Als Kinder und Jugendliche erlebten sie die nationalsozialistische Terrorherrschaft in Wien und mussten Österreich verlassen. In ihren Zufluchtsländern reüssierten sie als Wissenschaftler/innen, einige erhielten sogar einen Nobelpreis: Der Neurowissenschaftler Eric Kandel zählt ebenso zu dieser „Class of '38“ wie die als Zehnjährige ins Konzentrationslager deportierte Literaturwissenschaftlerin Ruth Klüger, der Chemiker Martin Karplus und der 2016 verstorbene Physiker Walter Kohn. Sie sind Zeitzeug/innen und Überlebende des Holocaust. Und sie prägten ihre Forschungsfelder als herausragende Wissenschaftler/innen nachhaltig.
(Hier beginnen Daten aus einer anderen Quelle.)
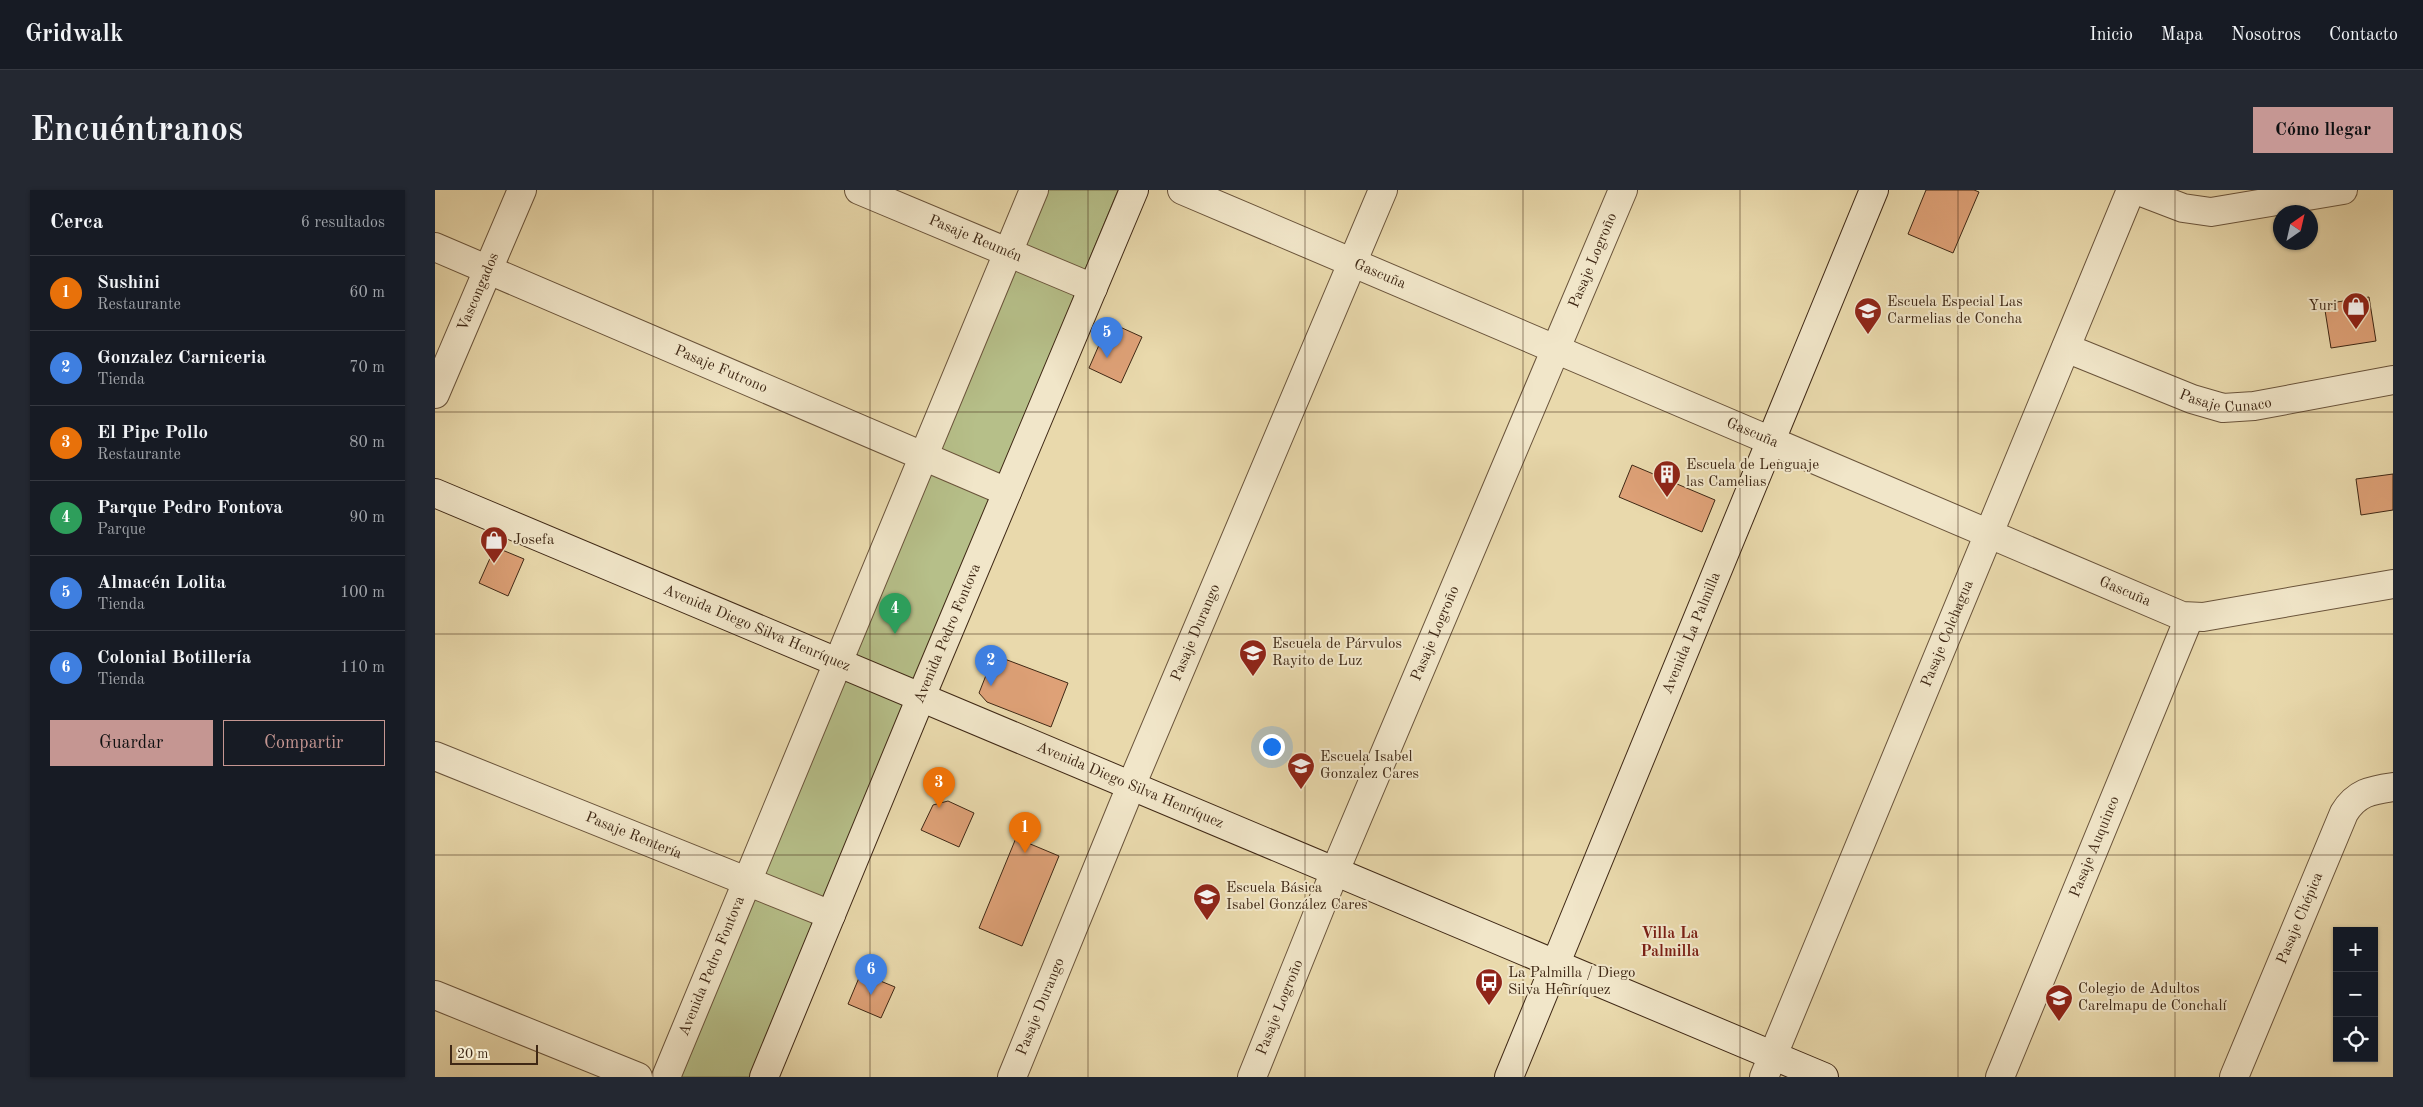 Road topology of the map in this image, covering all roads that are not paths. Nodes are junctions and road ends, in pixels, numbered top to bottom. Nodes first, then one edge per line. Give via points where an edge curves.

Es sind diese Lebensgeschichten, die im Zentrum des Films „The Class of '38. Exile & Excellence“ stehen. Gestaltet vom Filmemacher Frederick Baker, erzählen darin sechzehn emigrierte Forscherinnen und Forscher von ihren Erfahrungen in Wien – und dem Leben danach. Die Motivation des Films war, wie Anton Zeilinger erläutert, die Erlebnisse dieser Menschen nicht nur in Form einer „gelernten“ Geschichte zu bewahren, sondern für künftige Generationen auch persönlich erfahrbar zu machen: „Es ist etwas anderes, wenn man mit solchen Menschen zusammentrifft und aus ihrem Mund hört, was damals passiert ist – und einen Eindruck von dem ungeheuren Verlust bekommt, den Österreich erlitten hat“, so der Präsident der Österreichischen Akademie der Wissenschaften (ÖAW).
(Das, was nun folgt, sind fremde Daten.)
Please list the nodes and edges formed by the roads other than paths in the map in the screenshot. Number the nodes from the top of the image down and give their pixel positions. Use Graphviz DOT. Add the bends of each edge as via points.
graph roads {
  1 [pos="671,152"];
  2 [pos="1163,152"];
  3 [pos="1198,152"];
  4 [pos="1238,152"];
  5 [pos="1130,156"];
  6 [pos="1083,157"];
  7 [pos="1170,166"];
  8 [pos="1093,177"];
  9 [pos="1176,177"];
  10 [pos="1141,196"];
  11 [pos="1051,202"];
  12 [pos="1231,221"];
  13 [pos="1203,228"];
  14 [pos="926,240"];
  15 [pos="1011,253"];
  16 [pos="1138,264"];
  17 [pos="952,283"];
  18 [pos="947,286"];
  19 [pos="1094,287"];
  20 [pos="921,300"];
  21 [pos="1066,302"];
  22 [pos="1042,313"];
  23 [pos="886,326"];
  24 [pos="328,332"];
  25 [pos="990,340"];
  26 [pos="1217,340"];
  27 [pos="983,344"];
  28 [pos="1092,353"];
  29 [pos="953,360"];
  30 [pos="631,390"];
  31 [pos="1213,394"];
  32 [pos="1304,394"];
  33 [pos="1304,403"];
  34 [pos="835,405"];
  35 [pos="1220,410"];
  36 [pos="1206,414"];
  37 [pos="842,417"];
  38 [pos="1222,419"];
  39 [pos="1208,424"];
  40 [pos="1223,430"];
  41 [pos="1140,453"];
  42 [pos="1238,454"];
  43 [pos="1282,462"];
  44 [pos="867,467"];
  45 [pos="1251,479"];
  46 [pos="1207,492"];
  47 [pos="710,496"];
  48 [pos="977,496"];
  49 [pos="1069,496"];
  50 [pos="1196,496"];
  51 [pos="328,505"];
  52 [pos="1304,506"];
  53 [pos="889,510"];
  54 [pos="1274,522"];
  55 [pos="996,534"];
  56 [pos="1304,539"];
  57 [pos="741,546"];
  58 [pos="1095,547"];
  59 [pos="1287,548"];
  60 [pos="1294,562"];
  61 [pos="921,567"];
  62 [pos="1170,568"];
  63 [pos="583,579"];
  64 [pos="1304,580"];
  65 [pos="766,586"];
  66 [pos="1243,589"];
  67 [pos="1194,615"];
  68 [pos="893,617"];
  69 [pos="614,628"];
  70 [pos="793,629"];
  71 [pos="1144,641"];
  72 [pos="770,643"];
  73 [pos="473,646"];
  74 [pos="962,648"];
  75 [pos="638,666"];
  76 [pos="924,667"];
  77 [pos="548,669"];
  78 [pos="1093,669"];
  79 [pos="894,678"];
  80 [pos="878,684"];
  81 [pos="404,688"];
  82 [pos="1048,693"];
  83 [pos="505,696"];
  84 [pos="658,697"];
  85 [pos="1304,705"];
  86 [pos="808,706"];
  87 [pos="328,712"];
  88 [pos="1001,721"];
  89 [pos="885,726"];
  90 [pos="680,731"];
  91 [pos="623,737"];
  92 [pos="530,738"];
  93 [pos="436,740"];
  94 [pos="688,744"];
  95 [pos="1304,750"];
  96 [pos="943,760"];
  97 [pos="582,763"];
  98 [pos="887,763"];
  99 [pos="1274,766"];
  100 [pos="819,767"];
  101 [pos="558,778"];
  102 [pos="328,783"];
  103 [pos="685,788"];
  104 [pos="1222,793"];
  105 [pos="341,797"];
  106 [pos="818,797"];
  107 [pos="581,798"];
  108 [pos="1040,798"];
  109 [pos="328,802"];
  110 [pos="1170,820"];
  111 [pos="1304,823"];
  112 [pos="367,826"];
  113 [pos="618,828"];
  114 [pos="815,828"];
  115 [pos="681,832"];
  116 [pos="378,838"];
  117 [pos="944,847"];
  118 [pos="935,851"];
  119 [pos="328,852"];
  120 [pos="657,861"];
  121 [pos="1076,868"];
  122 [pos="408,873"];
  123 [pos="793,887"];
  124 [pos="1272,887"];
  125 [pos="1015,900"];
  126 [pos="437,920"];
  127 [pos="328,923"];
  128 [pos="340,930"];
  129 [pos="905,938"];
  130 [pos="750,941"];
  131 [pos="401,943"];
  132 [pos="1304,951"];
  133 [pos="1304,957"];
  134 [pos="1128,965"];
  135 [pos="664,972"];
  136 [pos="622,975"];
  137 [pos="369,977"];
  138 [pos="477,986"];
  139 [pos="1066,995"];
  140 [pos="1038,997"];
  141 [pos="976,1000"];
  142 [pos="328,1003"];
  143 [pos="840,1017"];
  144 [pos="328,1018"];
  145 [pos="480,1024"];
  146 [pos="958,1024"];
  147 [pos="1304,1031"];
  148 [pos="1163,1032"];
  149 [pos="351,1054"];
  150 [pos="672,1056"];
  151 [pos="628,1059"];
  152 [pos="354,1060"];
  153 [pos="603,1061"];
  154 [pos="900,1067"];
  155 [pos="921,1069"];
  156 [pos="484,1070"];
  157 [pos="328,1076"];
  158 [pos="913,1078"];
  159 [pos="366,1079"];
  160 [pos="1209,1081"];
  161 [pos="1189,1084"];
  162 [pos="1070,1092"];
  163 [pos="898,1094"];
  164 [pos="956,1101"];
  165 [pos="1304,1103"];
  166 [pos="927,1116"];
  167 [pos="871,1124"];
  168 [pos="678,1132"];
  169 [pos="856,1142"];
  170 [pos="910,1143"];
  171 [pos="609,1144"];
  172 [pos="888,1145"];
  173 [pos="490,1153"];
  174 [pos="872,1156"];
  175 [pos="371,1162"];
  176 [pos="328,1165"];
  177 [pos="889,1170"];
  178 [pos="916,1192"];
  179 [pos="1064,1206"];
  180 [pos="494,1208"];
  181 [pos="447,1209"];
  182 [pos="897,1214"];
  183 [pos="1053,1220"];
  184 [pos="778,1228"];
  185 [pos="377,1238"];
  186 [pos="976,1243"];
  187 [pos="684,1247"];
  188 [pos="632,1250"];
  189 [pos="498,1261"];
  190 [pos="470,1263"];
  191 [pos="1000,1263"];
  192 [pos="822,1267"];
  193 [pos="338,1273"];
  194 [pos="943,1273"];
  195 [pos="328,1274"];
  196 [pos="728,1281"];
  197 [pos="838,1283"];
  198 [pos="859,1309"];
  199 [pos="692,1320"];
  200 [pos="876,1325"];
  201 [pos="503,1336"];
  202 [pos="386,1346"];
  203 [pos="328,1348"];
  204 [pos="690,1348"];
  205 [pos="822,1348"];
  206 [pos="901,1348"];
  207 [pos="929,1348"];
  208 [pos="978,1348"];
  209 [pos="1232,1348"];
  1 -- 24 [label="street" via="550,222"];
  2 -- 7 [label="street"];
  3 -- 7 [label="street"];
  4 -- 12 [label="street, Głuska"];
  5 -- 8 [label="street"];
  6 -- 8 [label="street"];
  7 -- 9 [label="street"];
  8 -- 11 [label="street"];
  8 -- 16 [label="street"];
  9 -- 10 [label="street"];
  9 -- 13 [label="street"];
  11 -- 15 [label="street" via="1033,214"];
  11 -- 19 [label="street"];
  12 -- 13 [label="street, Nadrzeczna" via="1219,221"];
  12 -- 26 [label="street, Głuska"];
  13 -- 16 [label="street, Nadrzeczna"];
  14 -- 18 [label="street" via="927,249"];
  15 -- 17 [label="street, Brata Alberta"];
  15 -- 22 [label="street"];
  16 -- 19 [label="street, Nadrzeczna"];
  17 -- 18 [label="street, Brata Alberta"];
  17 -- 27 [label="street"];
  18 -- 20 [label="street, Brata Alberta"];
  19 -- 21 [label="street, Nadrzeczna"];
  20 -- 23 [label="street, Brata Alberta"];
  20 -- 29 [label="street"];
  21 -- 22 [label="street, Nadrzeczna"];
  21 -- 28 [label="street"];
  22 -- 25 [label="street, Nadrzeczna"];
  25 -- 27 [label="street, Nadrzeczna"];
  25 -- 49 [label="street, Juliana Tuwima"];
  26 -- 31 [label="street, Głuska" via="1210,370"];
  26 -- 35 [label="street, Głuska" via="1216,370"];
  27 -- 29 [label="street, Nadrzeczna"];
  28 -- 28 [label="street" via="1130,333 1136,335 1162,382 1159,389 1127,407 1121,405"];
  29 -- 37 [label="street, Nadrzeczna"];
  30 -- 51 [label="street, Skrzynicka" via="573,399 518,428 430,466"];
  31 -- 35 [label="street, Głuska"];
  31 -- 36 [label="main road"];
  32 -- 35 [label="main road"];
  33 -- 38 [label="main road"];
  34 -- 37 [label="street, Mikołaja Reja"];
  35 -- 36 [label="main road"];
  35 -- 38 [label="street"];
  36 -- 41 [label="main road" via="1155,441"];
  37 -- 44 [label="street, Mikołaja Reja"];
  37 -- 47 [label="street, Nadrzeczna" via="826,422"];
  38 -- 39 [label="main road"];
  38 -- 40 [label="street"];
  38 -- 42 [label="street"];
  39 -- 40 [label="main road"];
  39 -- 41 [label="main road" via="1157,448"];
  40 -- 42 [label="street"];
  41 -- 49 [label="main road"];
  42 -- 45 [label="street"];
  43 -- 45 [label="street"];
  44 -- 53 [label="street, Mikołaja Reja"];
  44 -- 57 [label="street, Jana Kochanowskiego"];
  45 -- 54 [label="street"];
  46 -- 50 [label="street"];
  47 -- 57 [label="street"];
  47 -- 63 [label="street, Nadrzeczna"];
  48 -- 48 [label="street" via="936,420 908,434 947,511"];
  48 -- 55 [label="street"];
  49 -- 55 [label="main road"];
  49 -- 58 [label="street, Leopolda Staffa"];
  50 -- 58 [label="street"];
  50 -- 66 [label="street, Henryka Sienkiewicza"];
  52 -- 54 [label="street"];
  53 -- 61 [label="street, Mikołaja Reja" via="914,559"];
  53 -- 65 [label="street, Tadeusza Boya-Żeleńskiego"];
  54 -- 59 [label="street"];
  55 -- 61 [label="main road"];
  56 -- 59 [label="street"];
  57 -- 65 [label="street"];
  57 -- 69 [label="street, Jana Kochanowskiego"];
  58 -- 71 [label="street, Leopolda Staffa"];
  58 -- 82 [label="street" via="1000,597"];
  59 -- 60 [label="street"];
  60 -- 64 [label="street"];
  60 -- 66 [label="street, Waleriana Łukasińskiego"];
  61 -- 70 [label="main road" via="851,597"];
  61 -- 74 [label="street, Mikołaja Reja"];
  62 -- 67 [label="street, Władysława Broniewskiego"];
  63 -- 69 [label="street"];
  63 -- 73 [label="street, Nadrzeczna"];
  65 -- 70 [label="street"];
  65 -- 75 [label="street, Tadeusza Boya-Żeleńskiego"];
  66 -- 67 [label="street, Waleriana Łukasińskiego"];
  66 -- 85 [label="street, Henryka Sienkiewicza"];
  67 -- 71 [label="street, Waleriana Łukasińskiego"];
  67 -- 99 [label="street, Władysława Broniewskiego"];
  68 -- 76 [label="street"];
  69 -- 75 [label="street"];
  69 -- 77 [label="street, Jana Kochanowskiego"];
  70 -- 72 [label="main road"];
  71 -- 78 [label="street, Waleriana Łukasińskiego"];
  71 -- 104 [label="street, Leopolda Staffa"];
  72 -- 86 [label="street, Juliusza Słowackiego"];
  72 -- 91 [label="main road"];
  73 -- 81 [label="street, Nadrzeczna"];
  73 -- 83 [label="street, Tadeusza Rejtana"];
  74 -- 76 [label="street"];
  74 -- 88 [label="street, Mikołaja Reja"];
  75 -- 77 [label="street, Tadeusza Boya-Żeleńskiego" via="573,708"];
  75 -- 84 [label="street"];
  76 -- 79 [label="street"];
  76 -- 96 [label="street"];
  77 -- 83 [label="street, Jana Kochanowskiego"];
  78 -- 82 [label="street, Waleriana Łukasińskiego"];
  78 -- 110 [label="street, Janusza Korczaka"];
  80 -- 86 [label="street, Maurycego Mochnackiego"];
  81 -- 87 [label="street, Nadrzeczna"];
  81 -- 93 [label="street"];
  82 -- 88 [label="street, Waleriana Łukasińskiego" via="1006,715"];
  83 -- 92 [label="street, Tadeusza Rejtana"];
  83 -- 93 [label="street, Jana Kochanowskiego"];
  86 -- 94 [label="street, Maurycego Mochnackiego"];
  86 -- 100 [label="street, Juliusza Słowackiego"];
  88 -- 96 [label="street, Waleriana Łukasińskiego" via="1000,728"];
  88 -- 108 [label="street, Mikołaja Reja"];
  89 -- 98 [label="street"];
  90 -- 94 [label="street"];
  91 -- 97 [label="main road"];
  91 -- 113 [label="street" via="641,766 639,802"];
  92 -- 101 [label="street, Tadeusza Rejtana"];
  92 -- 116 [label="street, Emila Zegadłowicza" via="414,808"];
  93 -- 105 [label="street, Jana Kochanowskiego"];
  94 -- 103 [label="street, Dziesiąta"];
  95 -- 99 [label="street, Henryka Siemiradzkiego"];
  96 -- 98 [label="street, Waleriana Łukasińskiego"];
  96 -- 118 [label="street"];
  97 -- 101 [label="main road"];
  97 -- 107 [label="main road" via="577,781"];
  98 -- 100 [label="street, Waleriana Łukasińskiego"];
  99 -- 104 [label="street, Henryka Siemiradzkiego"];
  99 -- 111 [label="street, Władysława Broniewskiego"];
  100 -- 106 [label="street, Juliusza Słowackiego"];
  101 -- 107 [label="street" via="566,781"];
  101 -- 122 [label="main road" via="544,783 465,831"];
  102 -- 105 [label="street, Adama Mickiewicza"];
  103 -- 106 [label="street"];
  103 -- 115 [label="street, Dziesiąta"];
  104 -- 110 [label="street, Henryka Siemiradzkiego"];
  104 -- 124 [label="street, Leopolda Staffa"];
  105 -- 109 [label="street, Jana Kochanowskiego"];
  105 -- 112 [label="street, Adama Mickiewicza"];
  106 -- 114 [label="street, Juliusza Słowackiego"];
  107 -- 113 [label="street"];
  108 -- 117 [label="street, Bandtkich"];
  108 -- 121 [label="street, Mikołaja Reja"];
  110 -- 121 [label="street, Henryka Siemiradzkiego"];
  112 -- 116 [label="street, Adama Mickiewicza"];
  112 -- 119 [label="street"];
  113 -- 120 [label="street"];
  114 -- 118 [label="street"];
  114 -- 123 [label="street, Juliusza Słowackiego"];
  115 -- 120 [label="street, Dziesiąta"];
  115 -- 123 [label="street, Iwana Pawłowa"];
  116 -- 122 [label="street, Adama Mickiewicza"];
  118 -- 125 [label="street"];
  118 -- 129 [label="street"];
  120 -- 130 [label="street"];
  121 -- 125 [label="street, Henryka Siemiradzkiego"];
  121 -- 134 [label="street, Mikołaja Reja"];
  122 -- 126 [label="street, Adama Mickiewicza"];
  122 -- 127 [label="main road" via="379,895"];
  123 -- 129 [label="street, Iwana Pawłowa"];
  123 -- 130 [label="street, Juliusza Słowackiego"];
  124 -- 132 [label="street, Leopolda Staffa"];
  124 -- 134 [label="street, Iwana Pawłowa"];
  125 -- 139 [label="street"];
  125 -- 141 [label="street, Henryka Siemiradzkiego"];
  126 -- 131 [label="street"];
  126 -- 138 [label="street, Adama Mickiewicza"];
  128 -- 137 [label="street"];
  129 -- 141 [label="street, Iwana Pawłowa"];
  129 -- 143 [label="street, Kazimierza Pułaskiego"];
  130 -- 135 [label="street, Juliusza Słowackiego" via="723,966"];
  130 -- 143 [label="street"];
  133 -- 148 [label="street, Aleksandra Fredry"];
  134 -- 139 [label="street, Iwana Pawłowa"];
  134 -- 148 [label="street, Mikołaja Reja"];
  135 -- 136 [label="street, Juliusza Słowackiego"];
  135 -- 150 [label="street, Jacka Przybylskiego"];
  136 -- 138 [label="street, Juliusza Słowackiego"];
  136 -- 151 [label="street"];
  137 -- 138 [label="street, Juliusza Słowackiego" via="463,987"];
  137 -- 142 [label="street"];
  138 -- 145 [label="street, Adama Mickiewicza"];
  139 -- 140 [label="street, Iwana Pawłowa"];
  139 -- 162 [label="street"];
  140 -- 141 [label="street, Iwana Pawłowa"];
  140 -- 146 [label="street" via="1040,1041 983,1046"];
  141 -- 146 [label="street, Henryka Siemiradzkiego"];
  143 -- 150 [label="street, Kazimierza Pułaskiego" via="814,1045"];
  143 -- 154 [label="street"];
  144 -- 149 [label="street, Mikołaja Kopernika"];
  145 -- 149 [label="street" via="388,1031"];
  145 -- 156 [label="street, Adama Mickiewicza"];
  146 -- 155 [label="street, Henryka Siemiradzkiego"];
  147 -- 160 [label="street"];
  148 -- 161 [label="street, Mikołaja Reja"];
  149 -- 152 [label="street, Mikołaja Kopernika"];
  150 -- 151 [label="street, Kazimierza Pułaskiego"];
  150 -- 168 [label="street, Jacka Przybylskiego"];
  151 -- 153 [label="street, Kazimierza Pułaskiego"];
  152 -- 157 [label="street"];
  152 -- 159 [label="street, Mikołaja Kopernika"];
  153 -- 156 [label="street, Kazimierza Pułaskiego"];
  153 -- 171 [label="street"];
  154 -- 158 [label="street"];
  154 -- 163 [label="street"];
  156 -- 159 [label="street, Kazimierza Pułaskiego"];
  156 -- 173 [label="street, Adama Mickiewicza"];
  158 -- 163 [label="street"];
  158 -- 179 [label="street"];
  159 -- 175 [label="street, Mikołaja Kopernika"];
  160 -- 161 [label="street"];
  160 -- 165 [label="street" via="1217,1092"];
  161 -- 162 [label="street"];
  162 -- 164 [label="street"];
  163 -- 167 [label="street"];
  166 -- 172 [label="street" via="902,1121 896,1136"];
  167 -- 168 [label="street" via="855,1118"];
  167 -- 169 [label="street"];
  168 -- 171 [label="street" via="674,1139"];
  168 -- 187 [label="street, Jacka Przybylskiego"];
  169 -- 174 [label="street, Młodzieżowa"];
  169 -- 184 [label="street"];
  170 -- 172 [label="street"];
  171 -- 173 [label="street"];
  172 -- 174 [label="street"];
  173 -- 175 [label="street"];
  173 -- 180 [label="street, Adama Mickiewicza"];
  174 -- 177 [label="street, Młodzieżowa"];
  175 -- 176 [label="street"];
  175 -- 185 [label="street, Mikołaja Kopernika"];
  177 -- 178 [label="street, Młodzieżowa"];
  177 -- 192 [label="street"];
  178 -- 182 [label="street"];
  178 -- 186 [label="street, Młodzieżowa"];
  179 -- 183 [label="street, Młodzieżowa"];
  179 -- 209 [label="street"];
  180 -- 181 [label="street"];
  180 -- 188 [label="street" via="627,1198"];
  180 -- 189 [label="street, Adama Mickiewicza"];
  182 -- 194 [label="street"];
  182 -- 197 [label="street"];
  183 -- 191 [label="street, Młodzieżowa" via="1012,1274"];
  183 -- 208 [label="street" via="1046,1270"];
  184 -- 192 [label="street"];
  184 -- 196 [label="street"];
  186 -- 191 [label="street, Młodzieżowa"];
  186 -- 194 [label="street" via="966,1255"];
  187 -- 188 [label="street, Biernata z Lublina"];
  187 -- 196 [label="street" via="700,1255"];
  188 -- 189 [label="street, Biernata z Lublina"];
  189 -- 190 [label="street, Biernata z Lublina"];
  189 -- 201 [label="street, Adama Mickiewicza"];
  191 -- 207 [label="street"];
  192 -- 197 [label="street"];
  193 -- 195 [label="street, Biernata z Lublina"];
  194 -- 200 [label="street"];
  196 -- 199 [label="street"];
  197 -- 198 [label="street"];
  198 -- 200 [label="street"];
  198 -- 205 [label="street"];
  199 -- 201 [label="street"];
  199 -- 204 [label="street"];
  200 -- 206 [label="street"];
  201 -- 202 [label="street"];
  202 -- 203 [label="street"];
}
Spuren von Verfolgung, Bedrohung und Flucht

Nach Anton Zeilingers Idee und unter der wissenschaftlichen Leitung der ÖAW-Historiker/innen Johannes Feichtinger und Heidemarie Uhl bietet das Filmdokument „The Class of '38. Exile & Excellence“ in Interviews persönliche und unmittelbare Einblicke in die Kindheit der späteren Forscher/innen und zeigt, welche Spuren die Erfahrungen von Verfolgung, Todesbedrohung und Flucht in ihrem wissenschaftlichen Leben hinterlassen haben.

Bei der Präsentation von „The Class of '38. Exile & Excellence“ am 8. November 2019 durfte die ÖAW den im Film porträtierten Nobelpreisträger Eric Kandel als Ehrengast an der Akademie begrüßen. Das Ehrenmitglied der ÖAW schilderte dabei, wie eng sein unfreiwilliges Exil und der spätere Lebensweg in die wissenschaftliche Exzellenz für ihn persönlich zusammenhingen: "Es war eine schwierige Zeit für mich. Aber es gelang mir, sie zu bewältigen. Und davon konnte ich letztlich enorm profitieren. Denn es war wie beim Bewältigen aller großen Probleme des Lebens: Wenn man sie überwindet, geht man gestärkt daraus hervor." 

Erinnerungen für künftige Generationen bewahren

Um die Lebensgeschichten von Eric Kandel und weiteren 15 Vertreter/innen der vertriebenen Intelligenz auch für künftige Generationen zu bewahren, brachte die ÖAW eine Webseite zum Film online. Anhand von Porträts können Interessierte mehr über die Schicksale der befragten Wissenschaftler/innen erfahren. Der Film ist zudem auch als DVD im Verlag der ÖAW erhältlich.